A further innovation is the use of eutectic fluid in some of these fridges. In the old days this used to be a brine solution. The idea with the eutectic fluid is similar to the esky freeze packs you put in your deep freeze for camping trips.

Eutectic refrigeration is often used in fishing vessels.
The basic principle is that when the engine of your boat or vehicle is running (and therefore generating power), you run your fridge so that the eutectic fluid goes below O° C. This then keeps your fridge cold for a further 24 - 48 hours (while your engine is off). The advantage of a eutectic fridge in a solar set-up is that you can time the fridge to come on in daylight hours only (when your solar panels are generating power). This lowers the system voltage a bit and helps to get a bit more amperage from your panels. More importantly, it helps reduce the battery inefficiency which results from storing power in your batteries during the day to run the fridge at night! And the last bonus is that 1-2 days holding capacity of your fridge is a bit like having some more battery storage.

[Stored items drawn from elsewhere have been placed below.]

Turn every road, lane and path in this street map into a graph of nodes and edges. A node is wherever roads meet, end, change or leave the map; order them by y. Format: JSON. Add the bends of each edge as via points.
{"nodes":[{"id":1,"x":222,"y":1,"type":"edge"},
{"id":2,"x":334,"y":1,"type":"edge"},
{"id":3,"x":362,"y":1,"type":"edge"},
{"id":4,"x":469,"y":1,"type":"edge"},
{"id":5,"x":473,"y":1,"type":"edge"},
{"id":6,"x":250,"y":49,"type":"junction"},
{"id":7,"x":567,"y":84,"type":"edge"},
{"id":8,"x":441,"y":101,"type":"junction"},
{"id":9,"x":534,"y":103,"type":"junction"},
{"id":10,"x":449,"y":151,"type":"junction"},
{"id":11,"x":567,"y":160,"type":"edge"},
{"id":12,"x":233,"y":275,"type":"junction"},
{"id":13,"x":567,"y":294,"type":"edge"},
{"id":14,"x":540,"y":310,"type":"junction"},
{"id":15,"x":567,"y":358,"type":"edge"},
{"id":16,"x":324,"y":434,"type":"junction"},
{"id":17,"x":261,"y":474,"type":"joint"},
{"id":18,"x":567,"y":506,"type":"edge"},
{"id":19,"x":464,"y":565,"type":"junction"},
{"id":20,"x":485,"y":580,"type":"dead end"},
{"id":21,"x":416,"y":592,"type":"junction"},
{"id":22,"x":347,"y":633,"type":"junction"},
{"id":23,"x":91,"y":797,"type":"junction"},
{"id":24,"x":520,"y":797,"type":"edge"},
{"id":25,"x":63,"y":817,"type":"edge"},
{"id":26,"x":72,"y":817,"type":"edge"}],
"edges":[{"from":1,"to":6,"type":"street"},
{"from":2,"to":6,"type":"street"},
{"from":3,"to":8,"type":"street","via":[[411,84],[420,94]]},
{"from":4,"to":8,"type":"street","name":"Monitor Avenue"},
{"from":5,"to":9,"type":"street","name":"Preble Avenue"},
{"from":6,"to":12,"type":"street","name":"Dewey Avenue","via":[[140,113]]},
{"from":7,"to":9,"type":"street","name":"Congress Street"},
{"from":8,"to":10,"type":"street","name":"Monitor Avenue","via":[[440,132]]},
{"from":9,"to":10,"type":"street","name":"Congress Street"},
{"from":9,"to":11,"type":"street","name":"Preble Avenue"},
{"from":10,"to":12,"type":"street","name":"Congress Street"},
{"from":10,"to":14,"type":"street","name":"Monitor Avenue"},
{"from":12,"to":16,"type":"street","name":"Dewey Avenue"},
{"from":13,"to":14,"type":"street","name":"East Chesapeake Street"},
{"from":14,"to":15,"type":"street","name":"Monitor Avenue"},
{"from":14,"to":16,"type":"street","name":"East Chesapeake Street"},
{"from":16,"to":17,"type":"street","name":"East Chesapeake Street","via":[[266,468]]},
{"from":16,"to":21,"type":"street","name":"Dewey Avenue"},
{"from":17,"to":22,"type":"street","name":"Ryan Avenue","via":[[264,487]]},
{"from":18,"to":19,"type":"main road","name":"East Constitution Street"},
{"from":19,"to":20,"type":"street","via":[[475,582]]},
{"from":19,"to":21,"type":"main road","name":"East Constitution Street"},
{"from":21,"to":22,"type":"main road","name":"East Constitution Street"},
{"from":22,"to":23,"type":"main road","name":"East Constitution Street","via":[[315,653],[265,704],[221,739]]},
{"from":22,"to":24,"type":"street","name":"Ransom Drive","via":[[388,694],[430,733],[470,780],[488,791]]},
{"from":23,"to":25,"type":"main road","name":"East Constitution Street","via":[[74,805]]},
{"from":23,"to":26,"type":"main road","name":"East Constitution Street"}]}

We have monitored a 73 litre eutectic fridge (chest type) for a one year period in our area. If you are not familiar with our location, Nimbin is fairly close to Brisbane. Basically it is a sub-tropical climate with typical summer day temperatures around 32°C and winter day temperatures about 20°C.

The average daily current consumption @ 12V is:
Winter 8 - 11 Amp hours
Spring & Autumn 12 - 16 Amp hours
Summer 17 - 20 Amp hours

We sell a range of DC fridges and freezers ranging in size from 39 to 330L which use between 1 and 5 solar panels.

Cheers from Dave and all the RPC crew.

Dave Lambert (Director)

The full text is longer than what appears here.